A quand le début de sa réalisation ?
E.L: Le projet est prévu pour être réalisé en phase. Donc, dès que les études seront disponibles, la construction de la tour pourra débuter. En tout cas, en 2026, comme planifié dans nos documents de base.
S : Comment les fonds ont-ils été mobilisés pour le lancement du Mémorial ?
E.L: Jusqu’à ce jour, le projet évolue grâce au budget de l’Etat. Et en cela, je voudrais saluer l’engagement personnel du chef de l’Etat, Son Excellence le capitaine Ibrahim Traoré.
Je voudrais saluer également le Premier ministre Rimtalba Jean-Emmanuel Ouédraogo, qui a donné forme au projet quand il était encore ministre d’Etat, ministre de la Communication, de la Culture, des Arts et du Tourisme.
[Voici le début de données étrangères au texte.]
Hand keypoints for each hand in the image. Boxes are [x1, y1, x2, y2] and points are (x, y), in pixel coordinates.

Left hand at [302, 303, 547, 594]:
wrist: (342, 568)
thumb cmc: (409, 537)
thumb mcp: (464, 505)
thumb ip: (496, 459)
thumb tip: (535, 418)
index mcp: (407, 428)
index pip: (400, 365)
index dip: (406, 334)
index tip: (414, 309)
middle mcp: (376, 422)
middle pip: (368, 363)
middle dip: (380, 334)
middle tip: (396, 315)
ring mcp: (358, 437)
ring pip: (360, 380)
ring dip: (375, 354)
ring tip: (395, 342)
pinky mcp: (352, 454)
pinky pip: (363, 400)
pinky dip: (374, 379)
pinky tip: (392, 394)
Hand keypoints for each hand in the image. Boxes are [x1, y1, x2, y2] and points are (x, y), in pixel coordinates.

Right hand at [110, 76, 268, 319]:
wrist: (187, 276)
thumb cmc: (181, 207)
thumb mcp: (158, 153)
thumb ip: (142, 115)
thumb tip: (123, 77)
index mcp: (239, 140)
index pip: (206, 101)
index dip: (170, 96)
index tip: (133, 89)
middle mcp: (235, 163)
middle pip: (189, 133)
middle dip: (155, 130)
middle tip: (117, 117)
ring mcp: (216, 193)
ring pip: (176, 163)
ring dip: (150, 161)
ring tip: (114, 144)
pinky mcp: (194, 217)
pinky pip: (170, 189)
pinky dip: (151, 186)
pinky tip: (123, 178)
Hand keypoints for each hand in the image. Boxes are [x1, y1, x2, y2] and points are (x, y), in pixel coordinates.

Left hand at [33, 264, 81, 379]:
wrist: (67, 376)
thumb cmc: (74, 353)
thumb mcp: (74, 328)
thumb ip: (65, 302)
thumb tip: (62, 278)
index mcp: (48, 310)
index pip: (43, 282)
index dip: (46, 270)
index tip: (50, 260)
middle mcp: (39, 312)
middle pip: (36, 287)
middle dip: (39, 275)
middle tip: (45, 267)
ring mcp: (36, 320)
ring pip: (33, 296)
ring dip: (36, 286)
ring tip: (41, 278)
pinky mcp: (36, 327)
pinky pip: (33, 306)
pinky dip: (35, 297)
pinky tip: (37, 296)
Aujourd’hui, il est chef du gouvernement. Il entraîne avec lui un élan favorable à la réalisation du projet, car nous sentons l’engagement de l’ensemble des membres du gouvernement. Donc, l’Etat s’est engagé mais il faut noter que le plan de financement du Mémorial est basé aussi sur la contribution de tous. Il y a une mobilisation populaire qui est
attendue, et à ce jour, nous avons déjà élaboré une stratégie et un
plan opérationnel de mobilisation des ressources pour faciliter la
construction du mémorial.
S : Dans le cadre du projet de Mémorial Thomas-Sankara, une importante documentation d’archives et d’artefacts illustrant l’œuvre de ce héros national a été collectée. Ce résultat est-il satisfaisant ?
E.L: Oui. Il faut aussi dire que ce qui importe le plus pour le mémorial, ce n’est pas uniquement les infrastructures. Le contenu qu’on y met est essentiel. C’est ce qui nous a conduits à lancer cette campagne de collecte des archives et des artefacts. Au bilan partiel, nous sommes satisfaits et nous estimons que les prochaines phases doivent également être rapidement lancées. Nous avons récolté des documents composés de correspondances, d’accords, de rapports, de textes officiels, de discours et bien d’autres articles et d’artefacts, des objets, des témoignages et souvenirs qui appartiennent à cette période révolutionnaire.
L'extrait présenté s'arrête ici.